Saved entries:
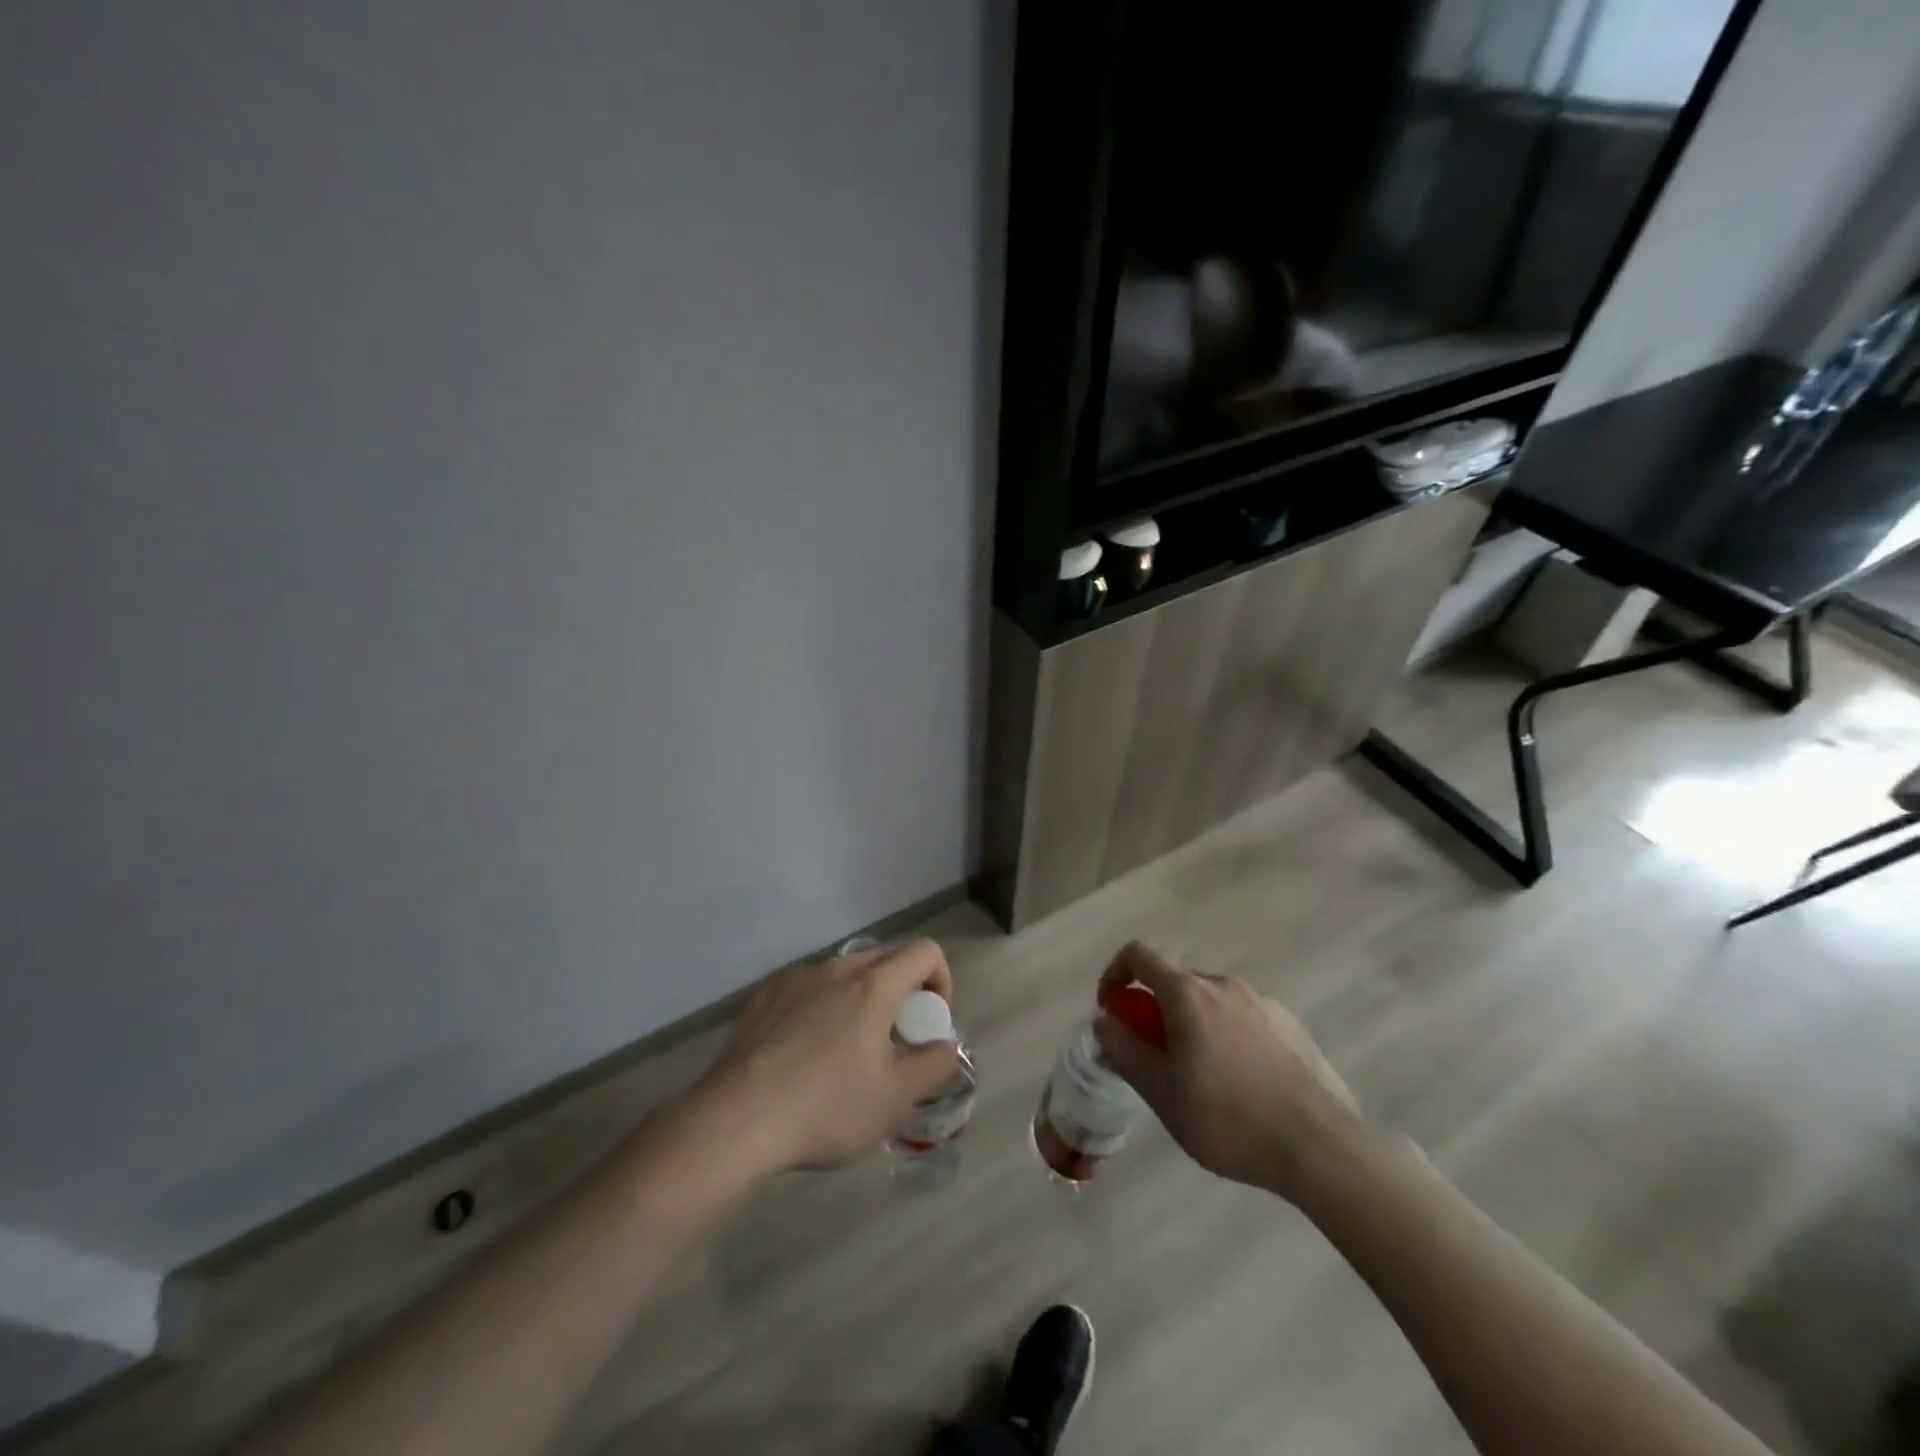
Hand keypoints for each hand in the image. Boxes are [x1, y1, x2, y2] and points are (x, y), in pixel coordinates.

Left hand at [693, 939, 960, 1174]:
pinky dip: (821, 1007)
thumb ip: (935, 1065)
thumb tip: (947, 1045)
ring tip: (846, 1050)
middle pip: (885, 959)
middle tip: (893, 1040)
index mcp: (874, 984)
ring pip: (843, 974)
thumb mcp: (896, 1099)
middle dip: (901, 990)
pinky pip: (807, 988)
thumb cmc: (826, 1108)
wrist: (736, 1121)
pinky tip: (803, 1052)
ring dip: (859, 999)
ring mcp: (795, 979)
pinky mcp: (763, 996)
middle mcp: (836, 968)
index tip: (930, 1022)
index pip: (925, 951)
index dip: (941, 980)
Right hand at [1094, 942, 1363, 1198]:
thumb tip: (1105, 1021)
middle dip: (1156, 1012)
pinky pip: (1244, 1019)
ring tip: (1203, 1080)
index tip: (1112, 1011)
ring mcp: (1263, 1002)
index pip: (1138, 956)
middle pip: (1175, 983)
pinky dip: (1228, 1037)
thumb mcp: (1162, 1094)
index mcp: (1188, 994)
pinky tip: (1244, 1086)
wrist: (1322, 1148)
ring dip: (1193, 1027)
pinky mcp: (1291, 1025)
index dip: (1115, 975)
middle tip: (1157, 1060)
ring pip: (1211, 1003)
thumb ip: (1126, 1051)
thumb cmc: (1229, 1120)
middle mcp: (1224, 985)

> [Your instructions]
Copy every line of the data that carries the word "pinky".

> [Written response]
pinky dip: (821, 1007)
pinky pip: (807, 988)
pinky tip: (803, 1052)
pinky mcp: (763, 996)
pinky pip: (1244, 1019)
pinky dip: (1228, 1037)
pinky tip: (1244, 1086)
pinky mcp: (1291, 1025)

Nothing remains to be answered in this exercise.